Errors in medication management and administration are major threats to patient safety. This piece explores issues with opioid and nursing-sensitive medication safety as well as medication safety in older adults. Future research directions in medication safety are also discussed.

Kukielka E, Jones R. Patient Safety. 2022;4:49-59.
Medication errors can occur in all clinical settings, but can have especially devastating results in emergency departments (EDs). Between January 1, 2011, and December 31, 2020, 250 serious medication errors occurring in the ED were reported to the Pennsylvania Patient Safety Reporting System. Errors were more likely to occur on weekends and between 12:00 pm and midnight; patients were more likely to be women. Potential strategies to reduce serious medication errors (e.g., inclusion of emergency medicine pharmacists in patient care) are discussed.

March KL, Peters MJ, Finch CK, et al. J Pharm Pract. 2022;35(1):86-93.

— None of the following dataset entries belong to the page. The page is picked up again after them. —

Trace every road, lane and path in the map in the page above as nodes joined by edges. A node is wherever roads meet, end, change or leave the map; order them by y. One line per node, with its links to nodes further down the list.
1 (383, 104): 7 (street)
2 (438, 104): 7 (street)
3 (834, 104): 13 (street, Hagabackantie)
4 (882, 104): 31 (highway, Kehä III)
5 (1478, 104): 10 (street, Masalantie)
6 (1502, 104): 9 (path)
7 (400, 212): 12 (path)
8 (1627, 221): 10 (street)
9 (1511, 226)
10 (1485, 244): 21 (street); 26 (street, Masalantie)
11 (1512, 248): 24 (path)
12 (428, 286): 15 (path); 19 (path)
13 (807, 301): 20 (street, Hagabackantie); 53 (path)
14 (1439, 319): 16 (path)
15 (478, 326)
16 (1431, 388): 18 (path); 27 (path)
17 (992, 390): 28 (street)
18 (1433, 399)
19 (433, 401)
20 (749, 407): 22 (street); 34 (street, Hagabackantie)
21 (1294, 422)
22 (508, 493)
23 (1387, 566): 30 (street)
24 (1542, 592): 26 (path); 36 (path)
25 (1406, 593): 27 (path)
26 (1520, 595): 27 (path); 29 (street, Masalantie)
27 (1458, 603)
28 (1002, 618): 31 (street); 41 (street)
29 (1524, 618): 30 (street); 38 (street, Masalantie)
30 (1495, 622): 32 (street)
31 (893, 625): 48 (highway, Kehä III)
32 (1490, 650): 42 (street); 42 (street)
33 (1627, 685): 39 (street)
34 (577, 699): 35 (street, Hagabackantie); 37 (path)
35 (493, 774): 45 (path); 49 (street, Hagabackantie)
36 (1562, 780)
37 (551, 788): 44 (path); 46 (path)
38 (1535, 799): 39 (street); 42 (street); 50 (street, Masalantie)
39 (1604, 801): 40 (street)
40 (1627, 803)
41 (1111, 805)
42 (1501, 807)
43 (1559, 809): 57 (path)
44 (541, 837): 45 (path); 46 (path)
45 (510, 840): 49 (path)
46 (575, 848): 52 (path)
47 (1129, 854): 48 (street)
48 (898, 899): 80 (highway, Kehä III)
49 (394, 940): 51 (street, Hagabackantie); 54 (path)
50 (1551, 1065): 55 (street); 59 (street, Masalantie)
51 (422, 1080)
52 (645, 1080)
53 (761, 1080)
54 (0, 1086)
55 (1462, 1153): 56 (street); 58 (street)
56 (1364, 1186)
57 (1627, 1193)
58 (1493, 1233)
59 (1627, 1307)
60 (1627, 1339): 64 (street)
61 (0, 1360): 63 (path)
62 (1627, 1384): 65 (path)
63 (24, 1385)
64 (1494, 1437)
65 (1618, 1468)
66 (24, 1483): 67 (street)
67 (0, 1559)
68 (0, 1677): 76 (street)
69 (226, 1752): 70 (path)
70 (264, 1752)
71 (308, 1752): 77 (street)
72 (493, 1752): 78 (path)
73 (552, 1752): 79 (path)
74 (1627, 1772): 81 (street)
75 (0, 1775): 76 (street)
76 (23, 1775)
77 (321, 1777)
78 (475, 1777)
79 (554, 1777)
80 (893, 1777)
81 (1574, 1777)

Transitions of care from inpatient to outpatient settings are vulnerable to medication errors. This study found that patients receiving pharmacist-led medication reconciliation and education prior to discharge reported higher patient satisfaction scores; lower readmission rates compared to standard care patients were also observed. Pharmacists potentially prevented 143 medication safety events during medication reconciliation.
LaScala EC, Monroe AK, Hall GA, et al. Pediatr Emerg Care. 2022;38:e387-e392.
Several factors contribute to pediatric antibiotic medication errors in the emergency department, such as the frequent use of verbal orders and the need for  weight-based dosing. Results of this study align with previous research and reinforce the need for further investigation and interventions to reduce antibiotic medication errors such as computerized provider order entry.
Shah AS, Hollingsworth EK, Shotwell MS, et al. J Am Geriatr Soc. 2022;70:1180-1189.
Medication reconciliations, including conducting a best possible medication history (BPMH), may occur multiple times during a hospital stay, especially at admission and discharge. By conducting BPMH analysis of 372 hospitalized older adults taking at least 5 medications at admission, researchers found that nearly 90% had at least one discrepancy. Lower age, total prehospital medication count, and admission from a non-home setting were statistically associated with more discrepancies.
Dionisi S, Di Simone E, Liquori G, et al. Public Health Nurs. 2022;39:876-897.
Causes of medication errors occurring in home care may differ from those in the hospital setting. This systematic review identified three main risk factors for medication errors in the home: transition documentation, medication reconciliation, and communication among the multidisciplinary team. Most studies recommend involvement of a pharmacist as a member of the care team.
Procaccini D, Kim JM, Lobner K, et al. Jt Comm J Qual Patient Saf. 2022;48:154-164.
Weight-based medication dosing is a common source of medication errors in children. This systematic review identified limited evidence that overweight and obese children maybe be at increased risk of weight-based medication dosing errors, but the authors note that the clinical significance is unknown.
Bourne RS, Jennings JK, Panagioti M, et al. BMJ Qual Saf. 2022;31:609-622.
Patients transferring from the intensive care unit (ICU) to the hospital ward may experience medication errors. This systematic review examined medication-related interventions on the impact of medication errors in ICU patients transferring to the hospital ward. Seventeen studies were included with five identified intervention components. Multi-component studies based on staff education and guidelines were effective at achieving almost four times more deprescribing on inappropriate medications by the time of discharge. Recommendations for improving transfers are included.

Cohen M, Degnan D, McDonnell P, eds. Patient Saf. 2022;4(s1):1-45

Pharmacists play a unique role in patient safety that educational methods are shifting to address. This special issue covers several topics including strategies to reduce the susceptibility of hospitalized infants and children to medication errors, and infusing safety culture into pharmacy school curriculum.